Please work out how many lines in the records below include the word "社港西路", and reply with that number only.

-------- SUPPLIED DATA --------

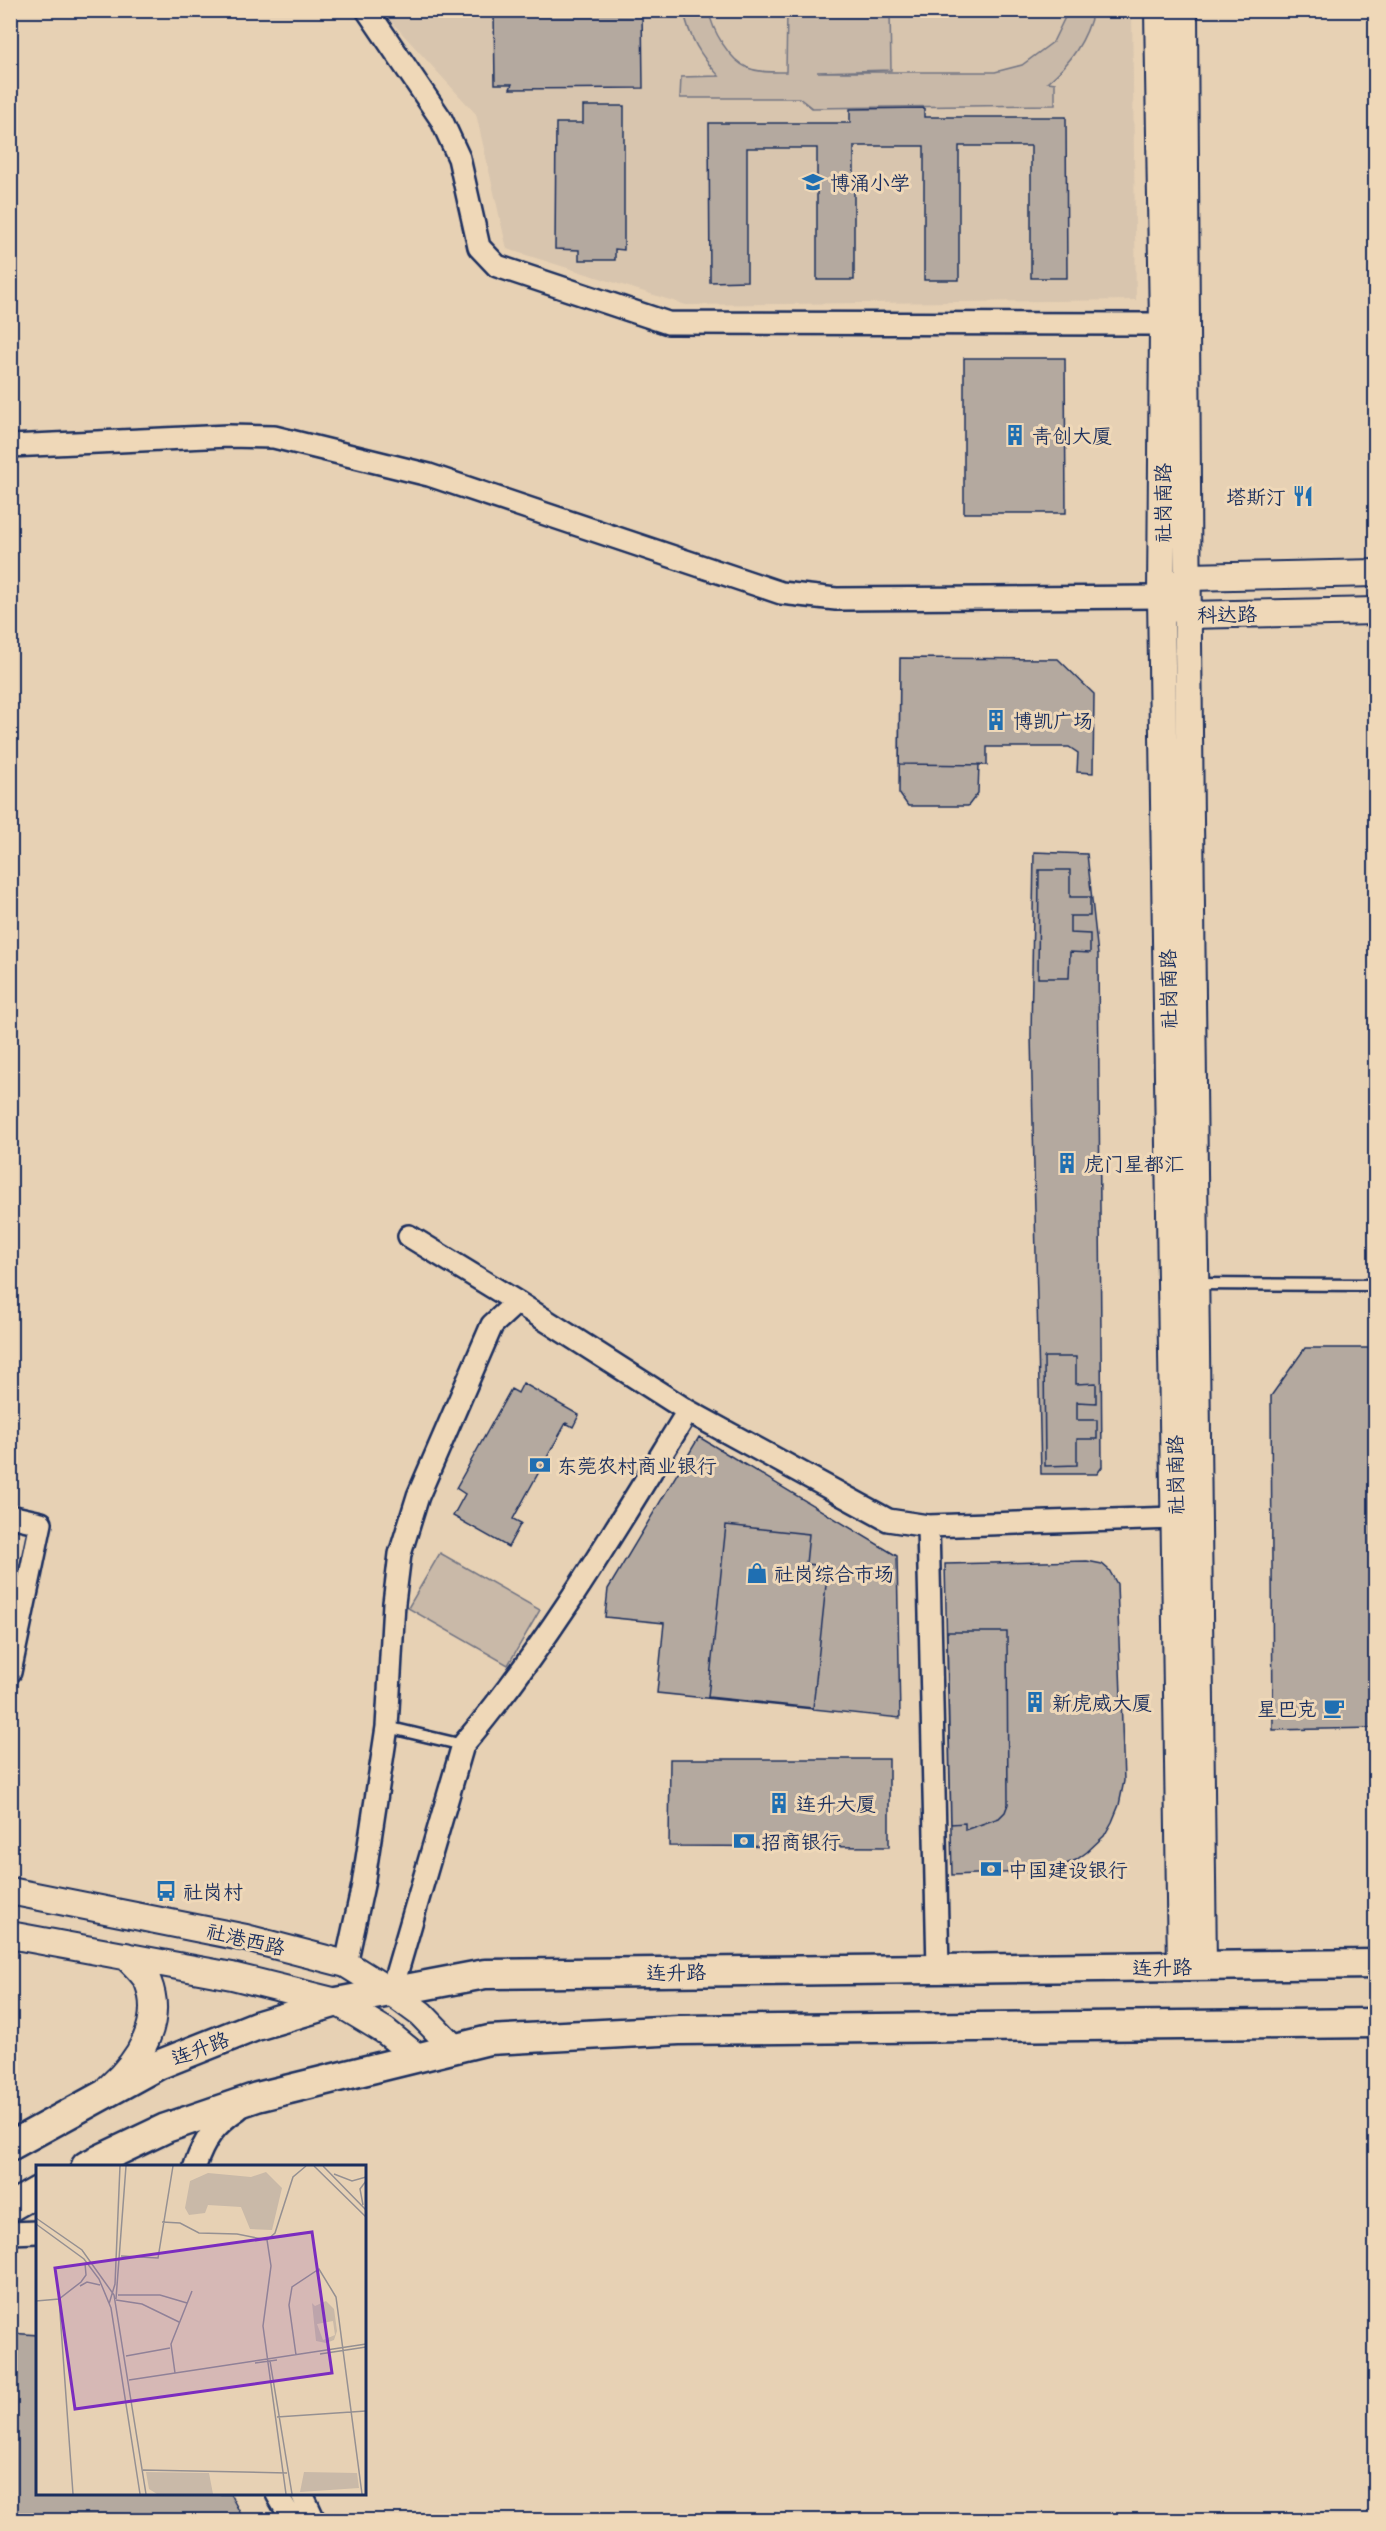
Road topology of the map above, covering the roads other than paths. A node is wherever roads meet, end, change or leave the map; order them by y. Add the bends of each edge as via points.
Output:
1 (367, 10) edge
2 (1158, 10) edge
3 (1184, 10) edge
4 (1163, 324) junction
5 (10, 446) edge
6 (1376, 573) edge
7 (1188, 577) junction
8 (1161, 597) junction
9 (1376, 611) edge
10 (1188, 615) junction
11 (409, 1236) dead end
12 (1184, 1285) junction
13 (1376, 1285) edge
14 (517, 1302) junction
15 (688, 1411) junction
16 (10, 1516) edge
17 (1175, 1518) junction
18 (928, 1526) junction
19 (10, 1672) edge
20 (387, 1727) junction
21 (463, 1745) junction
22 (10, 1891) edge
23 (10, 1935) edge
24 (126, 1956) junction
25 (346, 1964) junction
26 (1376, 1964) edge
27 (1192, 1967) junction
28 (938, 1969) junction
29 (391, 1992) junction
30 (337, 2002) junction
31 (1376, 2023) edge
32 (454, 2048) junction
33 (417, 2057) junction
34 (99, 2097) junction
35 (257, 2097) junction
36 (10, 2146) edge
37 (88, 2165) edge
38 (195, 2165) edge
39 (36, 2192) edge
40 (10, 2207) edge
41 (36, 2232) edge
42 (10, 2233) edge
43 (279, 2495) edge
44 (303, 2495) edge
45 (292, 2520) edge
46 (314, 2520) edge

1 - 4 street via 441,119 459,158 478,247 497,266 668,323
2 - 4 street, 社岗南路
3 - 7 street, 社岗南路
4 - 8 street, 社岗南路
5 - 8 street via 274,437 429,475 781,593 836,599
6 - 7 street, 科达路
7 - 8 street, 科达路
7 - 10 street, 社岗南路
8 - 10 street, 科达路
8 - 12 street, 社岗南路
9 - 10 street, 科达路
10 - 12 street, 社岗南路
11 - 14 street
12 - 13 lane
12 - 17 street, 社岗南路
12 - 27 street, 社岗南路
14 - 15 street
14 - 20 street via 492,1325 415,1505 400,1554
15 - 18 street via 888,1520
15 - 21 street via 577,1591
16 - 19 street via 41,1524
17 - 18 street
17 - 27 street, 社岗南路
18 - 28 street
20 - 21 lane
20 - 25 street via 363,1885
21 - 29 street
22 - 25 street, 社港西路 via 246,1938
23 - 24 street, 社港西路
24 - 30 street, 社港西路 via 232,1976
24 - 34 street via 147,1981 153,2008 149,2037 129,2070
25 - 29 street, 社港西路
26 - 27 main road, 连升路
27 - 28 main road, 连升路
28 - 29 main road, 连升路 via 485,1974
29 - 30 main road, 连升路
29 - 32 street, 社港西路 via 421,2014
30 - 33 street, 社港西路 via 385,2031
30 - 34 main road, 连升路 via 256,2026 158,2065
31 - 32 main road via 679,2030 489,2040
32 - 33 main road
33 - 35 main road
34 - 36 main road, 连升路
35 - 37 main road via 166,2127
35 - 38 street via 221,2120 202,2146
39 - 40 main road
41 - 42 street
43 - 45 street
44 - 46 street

--------
-------- SUPPLIED DATA --------

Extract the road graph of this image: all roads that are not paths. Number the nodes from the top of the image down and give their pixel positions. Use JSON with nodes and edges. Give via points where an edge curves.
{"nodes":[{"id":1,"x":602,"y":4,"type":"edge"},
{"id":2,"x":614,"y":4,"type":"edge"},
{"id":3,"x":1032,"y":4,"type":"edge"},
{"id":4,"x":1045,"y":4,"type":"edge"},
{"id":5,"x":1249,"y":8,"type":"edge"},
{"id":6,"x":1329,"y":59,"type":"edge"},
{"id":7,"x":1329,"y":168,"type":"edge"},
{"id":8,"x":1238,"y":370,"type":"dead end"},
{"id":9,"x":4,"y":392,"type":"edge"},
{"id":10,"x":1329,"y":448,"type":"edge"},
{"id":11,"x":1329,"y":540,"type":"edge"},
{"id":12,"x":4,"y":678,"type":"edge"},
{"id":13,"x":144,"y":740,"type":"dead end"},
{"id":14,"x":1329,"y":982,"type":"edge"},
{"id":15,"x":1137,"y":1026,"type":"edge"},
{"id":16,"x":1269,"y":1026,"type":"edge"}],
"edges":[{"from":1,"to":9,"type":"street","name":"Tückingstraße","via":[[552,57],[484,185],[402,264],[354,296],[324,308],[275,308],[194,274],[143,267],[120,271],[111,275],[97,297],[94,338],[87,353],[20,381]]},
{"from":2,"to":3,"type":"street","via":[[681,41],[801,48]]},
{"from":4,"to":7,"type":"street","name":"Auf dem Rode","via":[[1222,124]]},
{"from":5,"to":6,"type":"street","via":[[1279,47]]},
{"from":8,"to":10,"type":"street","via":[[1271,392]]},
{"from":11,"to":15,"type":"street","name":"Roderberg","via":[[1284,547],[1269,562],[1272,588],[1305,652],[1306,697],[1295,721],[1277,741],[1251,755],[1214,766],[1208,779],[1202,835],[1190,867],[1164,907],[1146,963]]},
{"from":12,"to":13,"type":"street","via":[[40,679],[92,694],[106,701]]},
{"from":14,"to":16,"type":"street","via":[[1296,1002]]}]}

--------

-- REPLY TO THE EXERCISE --
6